Too little, too late

It has been a month since I last contacted the person. This month has been such an uphill struggle to say the least. Everything has significantly changed. In my view, not for the better which I am sorry to say.
I have not been myself for weeks. In turn, it has had a knock on affect. It has reached the point where I forgot what life and happiness is. Also, to the stage where you feel you can't be comfortable in your own skin, trust your instincts, gut feelings, follow your heart etc.
I never would of thought that, I would get to this. I now go against what I say or feel as I do not trust myself anymore or anyone for that matter. As each day passes, the harder it becomes.
I thought it might be easier, if I didn't remember or feel anything at all. As if I was a different person with a new identity. I feel like a mistake gone wrong. I have failed and lost so many times already.
This makes me feel at a loss and void. I feel empty and unfulfilled. Was there anything else I could of done? I just don't know where to go from here. It has affected me quite severely. Despite seeking professional help there is nothing more they can offer. I am physically and emotionally tired.
I wish I didn't say anything. I feel so stupid and foolish. There is no other way I can put things into context than this. The sheer disappointment and upset hits home.
Thank you for your time.
Have a good day.
 
Take care and be safe.
  • This problem started months ago. I had a nice bond with someone from my previous further education college. When I joined I was a reserved person. I wouldn't call someone by their name or approach someone. As the months progresses, I am starting to feel more comfortable and at ease.

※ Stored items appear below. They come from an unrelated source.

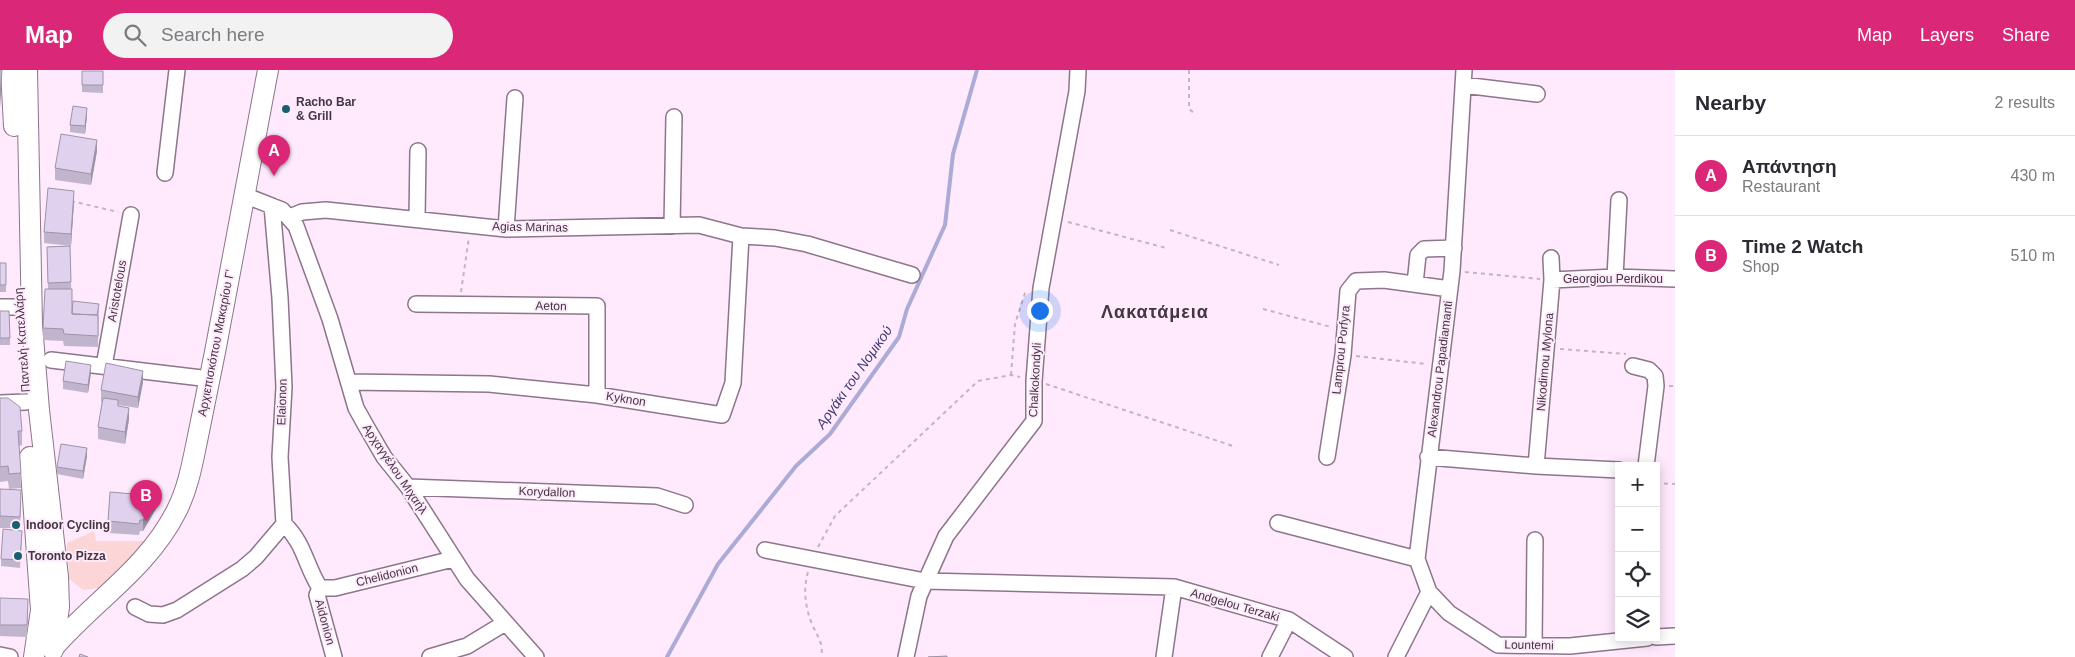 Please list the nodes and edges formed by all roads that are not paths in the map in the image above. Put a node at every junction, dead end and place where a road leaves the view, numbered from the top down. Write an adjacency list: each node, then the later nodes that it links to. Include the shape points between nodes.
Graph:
1 (11, 70): 30 (main road, Παντελή Κατελλάρη)
2 (26, 70): 58 (main road, Παντελή Κατελλάρη, via 32,326 58,577)
3 (178, 70): 11 (street)
4 (268, 70): 12 (main road, Αρχιεπισκόπου Μακαρίου Γ')
5 (1078, 70): 52 (street, Chalkokondyli, via 1077,91 1041,288 1034,421 946,536)
6 (1464, 78): 7 (street); 21 (street, Alexandrou Papadiamanti)
7 (1537, 94)
8 (515, 98): 19 (street)
9 (674, 117): 18 (street)
10 (418, 151): 17 (street)
11 (165, 172)
12 (244, 195): 14 (street); 34 (main road, Αρχιεπισκόπου Μακαρίου Γ')
13 (1619, 200): 24 (street)
14 (272, 206): 16 (street); 47 (street, Elaionon, via 284,387 280,457)
15 (131, 215): 32 (street, Aristotelous)
16 (290, 217): 17 (street, Agias Marinas, via 302,212 326,210); 35 (street, Αρχαγγέλου Μιχαήλ, via 330,319)
17 (417, 219): 19 (street, Agias Marinas)
18 (672, 226): 19 (street, Agias Marinas); 20 (street, Agias Marinas, via 699,225)
19 (506, 229)
20 (742, 236): 23 (street, Agias Marinas, via 807,244); 36 (street, Kyknon, via 733,383 722,415)
21 (1454, 248): 27 (street, via 1424,249 1418,255); 28 (street, Alexandrou Papadiamanti)
22 (1551, 258): 26 (street, Nikodimou Mylona)
23 (912, 275)
24 (1615, 277): 25 (street, Georgiou Perdikou); 26 (street, Georgiou Perdikou)
25 (1675, 279)
26 (1552, 280): 42 (street, Nikodimou Mylona)
27 (1414, 284): 28 (street, Lamprou Porfyra); 39 (street, Lamprou Porfyra, via 1356,281 1348,291 1343,355)
28 (1450, 289): 40 (street, Alexandrou Papadiamanti)
29 (416, 304): 36 (street, Aeton, via 597,306)
30 (9, 307): 37 (main road, Παντελή Κατελλάρη)
31 (51, 360): 32 (street)
32 (104, 366): 34 (street)
33 (1633, 366): 41 (street, via 1649,370 1655,376)
34 (210, 379): 56 (main road, Αρχιεπισκόπου Μακαρίου Γ', via 187,487 177,510 160,538)
35 (349, 382): 36 (street, Kyknon, via 489,384); 44 (street, Αρχαγγέλου Μιχαήλ, via 356,408 366,426)
36 (597, 395)
37 (26, 402): 38 (street); 58 (main road, Παντελή Κατελλάρη)
38 (0, 403)
39 (1327, 457)
40 (1428, 457): 42 (street); 51 (street, Alexandrou Papadiamanti)
41 (1646, 462)
42 (1536, 466): 43 (street)
43 (1615, 470)
44 (408, 488): 45 (street, Korydallon, via 657,496); 50 (street, Αρχαγγέλου Μιχαήλ)
45 (685, 505)
46 (1278, 523): 51 (street)
47 (284, 524): 54 (street, via 297,536); 57 (street, via 242,569 177,610 163,615 149,614)
48 (1535, 540): 64 (street)
49 (765, 550): 52 (street, Andgelou Terzaki)
50 (453, 559): 54 (street, Chelidonion, via 335,588); 60 (street, Αρχαγγέλου Μιχαήλ, via 466,579)
51 (1417, 559): 55 (street, Alexandrou Papadiamanti)
52 (926, 581): 53 (street, Andgelou Terzaki); 73 (street, Chalkokondyli, via 919,596)
53 (1174, 587): 59 (street, Andgelou Terzaki); 74 (street)
54 (320, 588): 70 (street, Aidonion, via 317,595)
55 (1430, 592): 64 (street, Lountemi, via 1449,614 1498,645); 77 (street)
56 (112, 594): 58 (main road); 66 (main road, Αρχιεπισκόπου Μακαρίου Γ', via 73,626)
57 (135, 607)
58 (50, 608): 66 (main road, Αρχιεπισκόπου Μακαρίου Γ'); 69 (main road)
59 (1289, 620): 75 (street); 76 (street, Andgelou Terzaki)
60 (505, 623): 71 (street, via 467,646); 72 (street, Αρχαγγέλου Μιχαήλ)
61 (1675, 636): 62 (street, Lountemi)
62 (1660, 637)
63 (1629, 642): 65 (street, Lountemi)
64 (1534, 645): 65 (street, Lountemi)
65 (1572, 651)
66 (53, 652)
67 (0, 656): 68 (street)
68 (10, 657)
69 (34, 657)
70 (334, 657)
71 (430, 657)
72 (536, 657)
73 (906, 657)
74 (1164, 657)
75 (1270, 657)
76 (1345, 657)
77 (1396, 657) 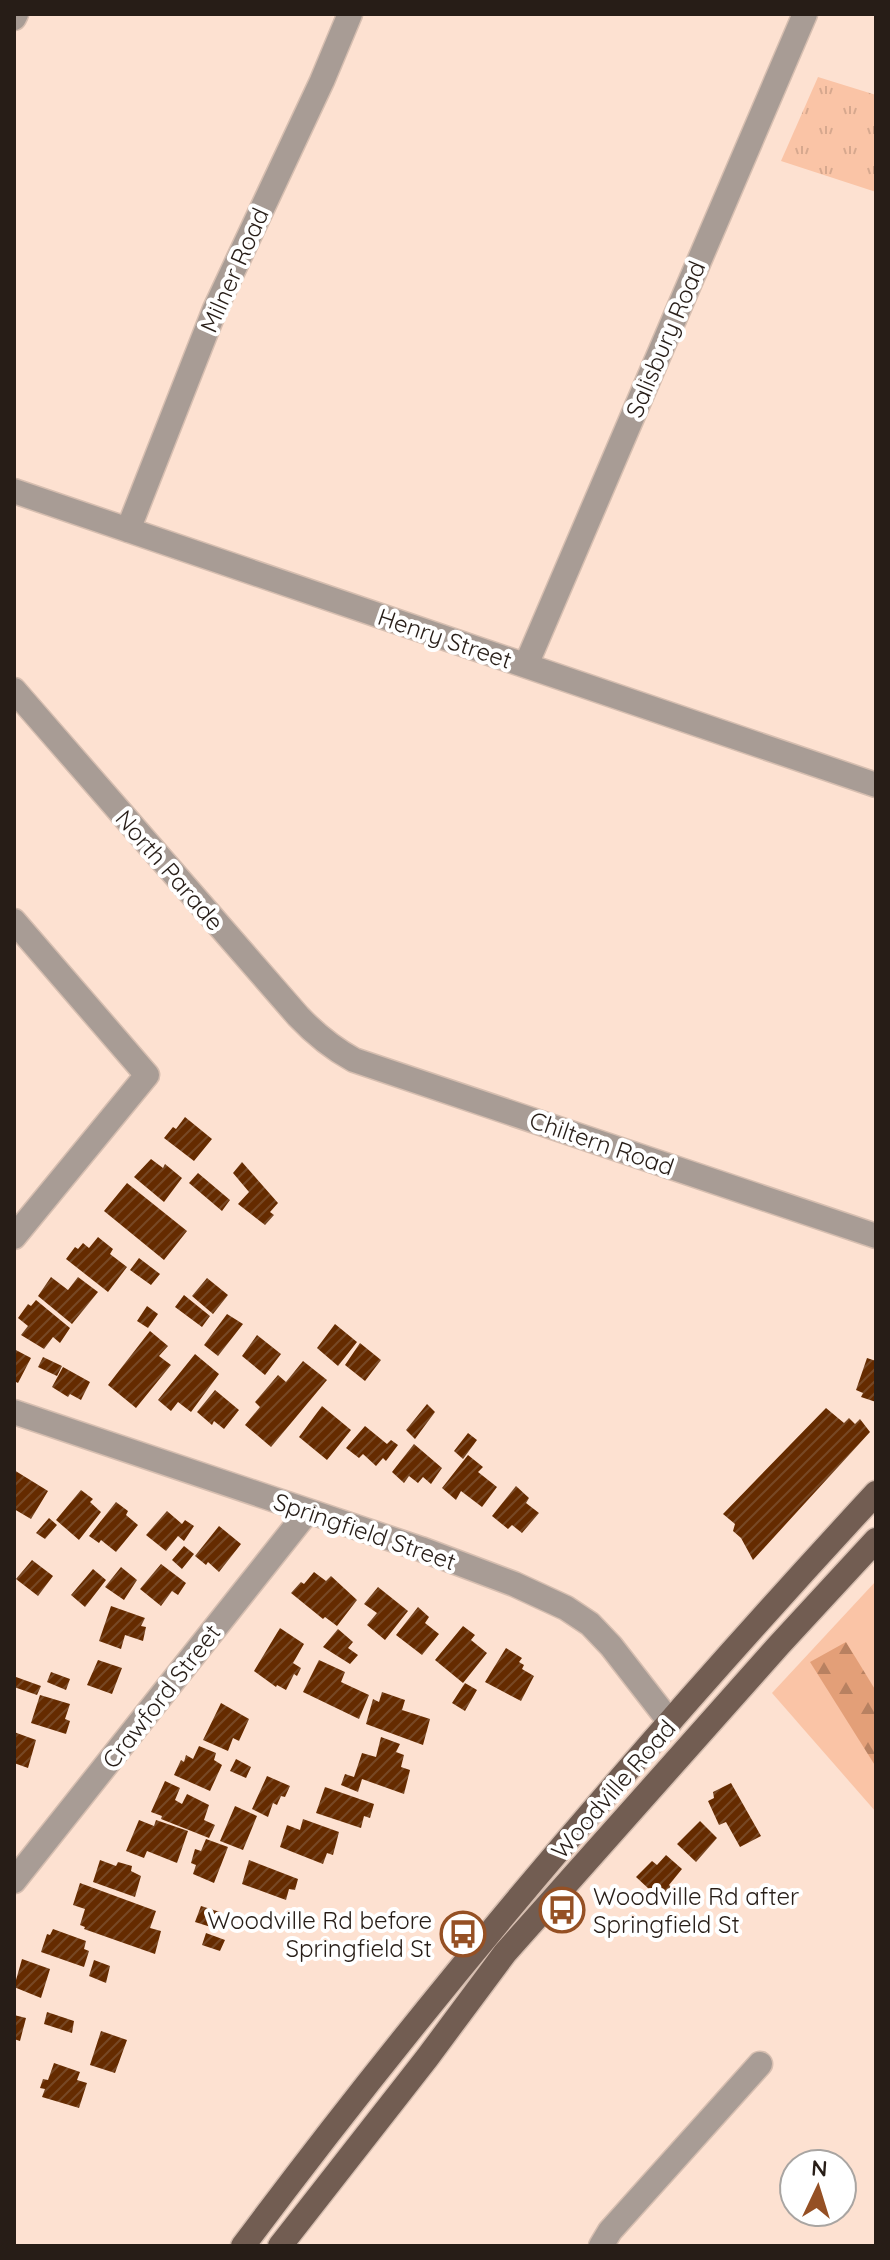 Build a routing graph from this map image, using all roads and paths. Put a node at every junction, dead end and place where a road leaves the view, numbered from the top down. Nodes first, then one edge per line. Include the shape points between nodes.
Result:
1 (350, 14) edge
2 (805, 14) edge
3 (14, 491) edge
4 (128, 530) junction
5 (526, 665) junction
6 (14, 690) edge
7 (876, 785) edge
8 (14, 921) edge
9 (331, 1046) joint
10 (876, 1236) edge
11 (14, 1237) edge
12 (14, 1412) edge
13 (876, 1493) edge
14 (308, 1511) junction
15 (876, 1540) edge
16 (670, 1722) junction
17 (14, 1881) edge
18 (760, 2064) dead end
19 (243, 2246) edge
20 (280, 2246) edge
21 (601, 2246) edge

1 - 4 street, Milner Road via 215,309
2 - 5 street, Salisbury Road
3 - 4 street, Henry Street
4 - 5 street, Henry Street
5 - 7 street, Henry Street
6 - 9 street, North Parade via 298,1016
8 - 11 street via 147,1075
9 - 10 street, Chiltern Road via 354,1060
12 - 14 street, Springfield Street
13 - 16 main road, Woodville Road
14 - 16 street, Springfield Street via 483,1571 566,1608 611,1646
14 - 17 street, Crawford Street
15 - 20 main road, Woodville Road via 505,1953
16 - 19 main road, Woodville Road via 332,2126
18 - 21 street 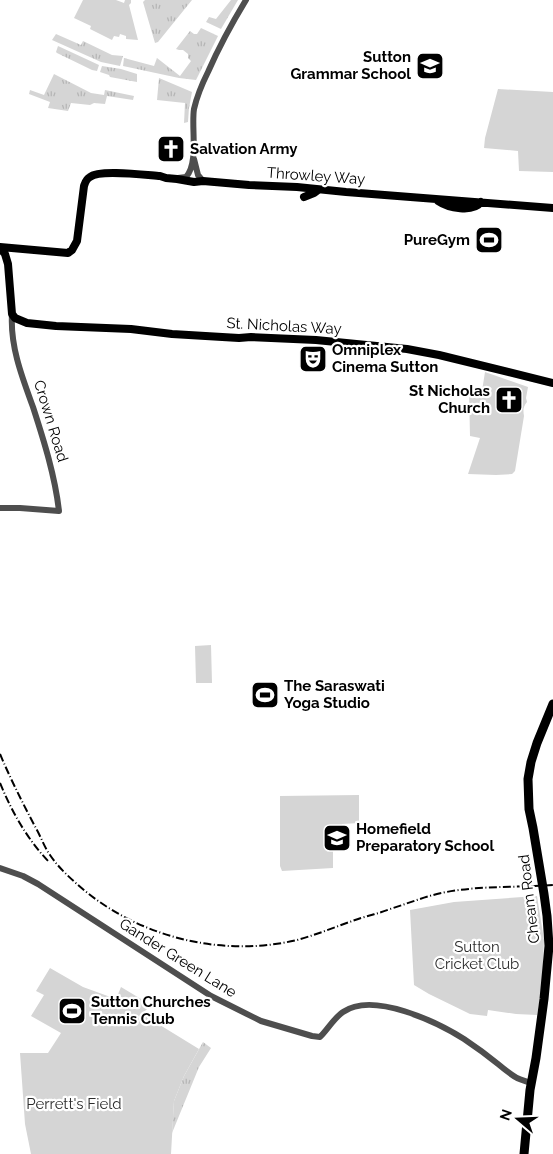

    The issues became apparent when I started to get attached. The more I tried to hide and resist being truthful, the more I was feeling anxious and worried. I didn't want to discredit or discourage the person I felt a sense of friendship towards.

    On the last day, I couldn't face saying goodbye. Last month, I admitted 'I cared for someone'. Since then, I haven't heard anything back. Unfortunately, I realised I said too much and there was no going back.

  • Without knowing what exactly you're referring to it's difficult to advise?